Saved data entries
* * *

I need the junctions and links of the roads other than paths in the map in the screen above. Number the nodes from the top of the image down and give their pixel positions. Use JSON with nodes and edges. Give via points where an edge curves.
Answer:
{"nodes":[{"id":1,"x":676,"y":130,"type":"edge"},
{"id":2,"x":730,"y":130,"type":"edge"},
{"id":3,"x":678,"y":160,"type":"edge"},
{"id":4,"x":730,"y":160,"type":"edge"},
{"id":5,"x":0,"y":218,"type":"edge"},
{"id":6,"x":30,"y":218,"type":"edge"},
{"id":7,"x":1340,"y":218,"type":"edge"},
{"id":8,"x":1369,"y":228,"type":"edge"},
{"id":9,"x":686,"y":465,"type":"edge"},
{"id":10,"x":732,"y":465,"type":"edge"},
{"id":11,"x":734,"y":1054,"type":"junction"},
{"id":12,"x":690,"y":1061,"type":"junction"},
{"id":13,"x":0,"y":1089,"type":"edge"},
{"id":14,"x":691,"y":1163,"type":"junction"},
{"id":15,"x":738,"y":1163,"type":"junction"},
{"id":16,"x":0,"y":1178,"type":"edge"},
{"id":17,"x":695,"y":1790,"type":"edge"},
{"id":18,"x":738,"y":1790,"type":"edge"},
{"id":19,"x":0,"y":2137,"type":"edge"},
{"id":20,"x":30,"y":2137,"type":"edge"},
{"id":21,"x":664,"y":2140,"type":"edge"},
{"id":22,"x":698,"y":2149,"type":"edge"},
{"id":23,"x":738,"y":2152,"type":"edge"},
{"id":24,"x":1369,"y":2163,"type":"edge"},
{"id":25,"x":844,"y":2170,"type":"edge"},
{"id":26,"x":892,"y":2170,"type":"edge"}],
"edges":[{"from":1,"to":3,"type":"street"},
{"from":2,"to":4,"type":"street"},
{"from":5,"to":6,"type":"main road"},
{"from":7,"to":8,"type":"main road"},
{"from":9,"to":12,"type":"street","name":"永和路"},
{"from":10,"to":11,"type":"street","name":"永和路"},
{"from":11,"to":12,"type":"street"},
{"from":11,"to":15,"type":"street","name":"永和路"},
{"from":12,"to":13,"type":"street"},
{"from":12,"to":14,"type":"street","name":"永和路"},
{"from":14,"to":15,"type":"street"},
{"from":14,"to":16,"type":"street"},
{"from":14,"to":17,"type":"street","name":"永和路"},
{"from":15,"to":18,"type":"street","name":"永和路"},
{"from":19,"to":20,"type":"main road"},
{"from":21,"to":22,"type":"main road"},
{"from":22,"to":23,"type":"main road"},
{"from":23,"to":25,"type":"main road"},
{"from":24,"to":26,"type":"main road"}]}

* * *

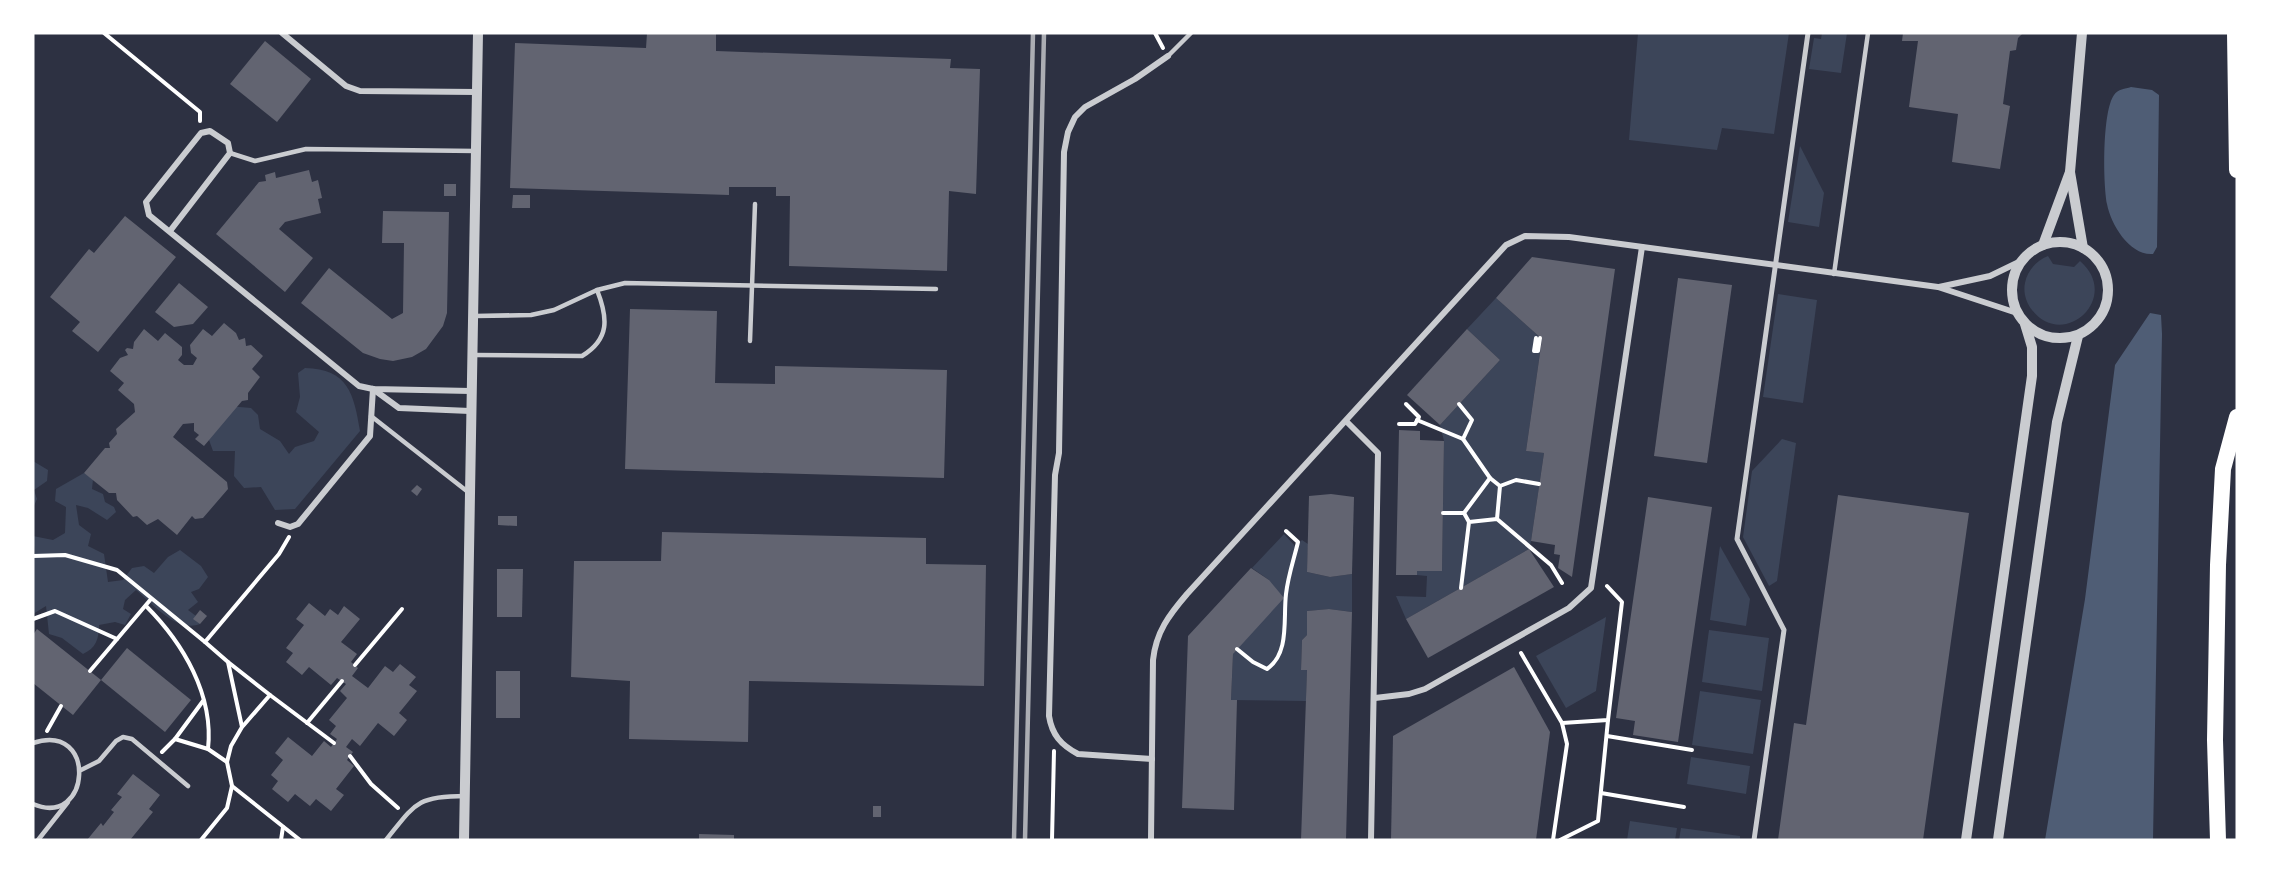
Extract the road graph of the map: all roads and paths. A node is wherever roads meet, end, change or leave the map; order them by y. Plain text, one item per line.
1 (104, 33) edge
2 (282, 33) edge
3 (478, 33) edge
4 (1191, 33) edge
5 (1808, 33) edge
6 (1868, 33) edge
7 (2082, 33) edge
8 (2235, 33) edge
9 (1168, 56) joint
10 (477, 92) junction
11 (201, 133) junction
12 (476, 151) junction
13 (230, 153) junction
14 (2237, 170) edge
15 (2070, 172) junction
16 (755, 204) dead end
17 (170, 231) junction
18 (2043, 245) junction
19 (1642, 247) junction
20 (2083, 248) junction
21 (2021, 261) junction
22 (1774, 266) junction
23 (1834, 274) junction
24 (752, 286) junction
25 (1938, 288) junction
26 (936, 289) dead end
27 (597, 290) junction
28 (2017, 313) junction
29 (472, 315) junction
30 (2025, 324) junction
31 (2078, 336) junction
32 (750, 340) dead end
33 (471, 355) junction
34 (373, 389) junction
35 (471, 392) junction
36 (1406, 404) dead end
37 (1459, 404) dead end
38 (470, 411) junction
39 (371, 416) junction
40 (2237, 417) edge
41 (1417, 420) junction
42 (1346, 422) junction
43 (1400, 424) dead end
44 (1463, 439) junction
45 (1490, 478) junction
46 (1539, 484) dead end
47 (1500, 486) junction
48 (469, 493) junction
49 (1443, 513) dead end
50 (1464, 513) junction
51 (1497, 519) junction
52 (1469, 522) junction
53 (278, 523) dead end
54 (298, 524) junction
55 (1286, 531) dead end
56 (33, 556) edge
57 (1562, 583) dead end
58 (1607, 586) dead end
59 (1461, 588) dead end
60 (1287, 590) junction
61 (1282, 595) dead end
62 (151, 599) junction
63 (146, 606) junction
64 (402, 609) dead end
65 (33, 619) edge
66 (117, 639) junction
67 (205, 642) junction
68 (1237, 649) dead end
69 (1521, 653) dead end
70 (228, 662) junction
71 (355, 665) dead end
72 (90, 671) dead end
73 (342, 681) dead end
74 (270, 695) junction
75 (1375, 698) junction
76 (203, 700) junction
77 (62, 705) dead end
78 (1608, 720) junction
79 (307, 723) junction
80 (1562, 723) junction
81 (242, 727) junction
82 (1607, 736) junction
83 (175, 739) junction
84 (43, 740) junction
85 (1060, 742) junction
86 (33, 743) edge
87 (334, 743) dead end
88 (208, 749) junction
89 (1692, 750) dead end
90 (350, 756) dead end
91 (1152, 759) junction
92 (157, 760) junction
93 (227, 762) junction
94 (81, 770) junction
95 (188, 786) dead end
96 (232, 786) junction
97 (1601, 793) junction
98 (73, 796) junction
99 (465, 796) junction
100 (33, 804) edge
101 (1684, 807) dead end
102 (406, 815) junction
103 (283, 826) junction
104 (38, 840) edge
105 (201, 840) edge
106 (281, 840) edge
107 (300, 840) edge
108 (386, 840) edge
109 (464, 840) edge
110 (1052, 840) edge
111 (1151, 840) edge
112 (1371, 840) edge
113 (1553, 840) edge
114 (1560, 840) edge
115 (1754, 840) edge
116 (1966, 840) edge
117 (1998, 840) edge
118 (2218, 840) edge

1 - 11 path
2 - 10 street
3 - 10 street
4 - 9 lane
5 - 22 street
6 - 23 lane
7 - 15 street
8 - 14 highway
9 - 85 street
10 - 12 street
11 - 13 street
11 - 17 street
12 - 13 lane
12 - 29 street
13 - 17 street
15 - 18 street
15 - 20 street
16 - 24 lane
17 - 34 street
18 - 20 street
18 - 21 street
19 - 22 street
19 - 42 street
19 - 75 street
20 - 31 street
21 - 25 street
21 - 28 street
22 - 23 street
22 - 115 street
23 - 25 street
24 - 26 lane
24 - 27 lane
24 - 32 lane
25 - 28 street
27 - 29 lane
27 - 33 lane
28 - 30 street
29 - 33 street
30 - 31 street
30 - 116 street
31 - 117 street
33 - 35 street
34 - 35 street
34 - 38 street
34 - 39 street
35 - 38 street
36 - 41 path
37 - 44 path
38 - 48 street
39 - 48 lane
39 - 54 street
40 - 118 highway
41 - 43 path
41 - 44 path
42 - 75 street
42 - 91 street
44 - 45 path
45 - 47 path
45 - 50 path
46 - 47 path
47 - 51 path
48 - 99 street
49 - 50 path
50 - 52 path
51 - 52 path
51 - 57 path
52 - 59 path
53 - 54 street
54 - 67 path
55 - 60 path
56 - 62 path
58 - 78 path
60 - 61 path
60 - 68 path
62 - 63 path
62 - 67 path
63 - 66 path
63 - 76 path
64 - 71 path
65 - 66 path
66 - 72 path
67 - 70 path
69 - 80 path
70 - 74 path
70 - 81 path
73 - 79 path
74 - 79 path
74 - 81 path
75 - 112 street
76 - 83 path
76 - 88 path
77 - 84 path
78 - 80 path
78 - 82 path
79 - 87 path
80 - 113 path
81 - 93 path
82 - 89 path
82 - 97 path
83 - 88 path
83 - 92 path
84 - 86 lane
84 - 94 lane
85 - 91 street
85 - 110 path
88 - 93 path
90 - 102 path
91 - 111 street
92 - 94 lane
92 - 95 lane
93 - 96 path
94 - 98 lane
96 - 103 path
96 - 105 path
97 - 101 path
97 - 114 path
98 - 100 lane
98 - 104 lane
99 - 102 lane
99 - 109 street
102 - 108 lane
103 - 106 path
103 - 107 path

* * *

ASSIGNMENT
Your answer should consist of all lines above that include the string "nodes".

RESULT OF THIS TASK
I need the junctions and links of the roads other than paths in the map in the screen above. Number the nodes from the top of the image down and give their pixel positions. Use JSON with nodes and edges. Give via points where an edge curves.
{"nodes":[{"id":1,"x":676,"y":130,"type":"edge"},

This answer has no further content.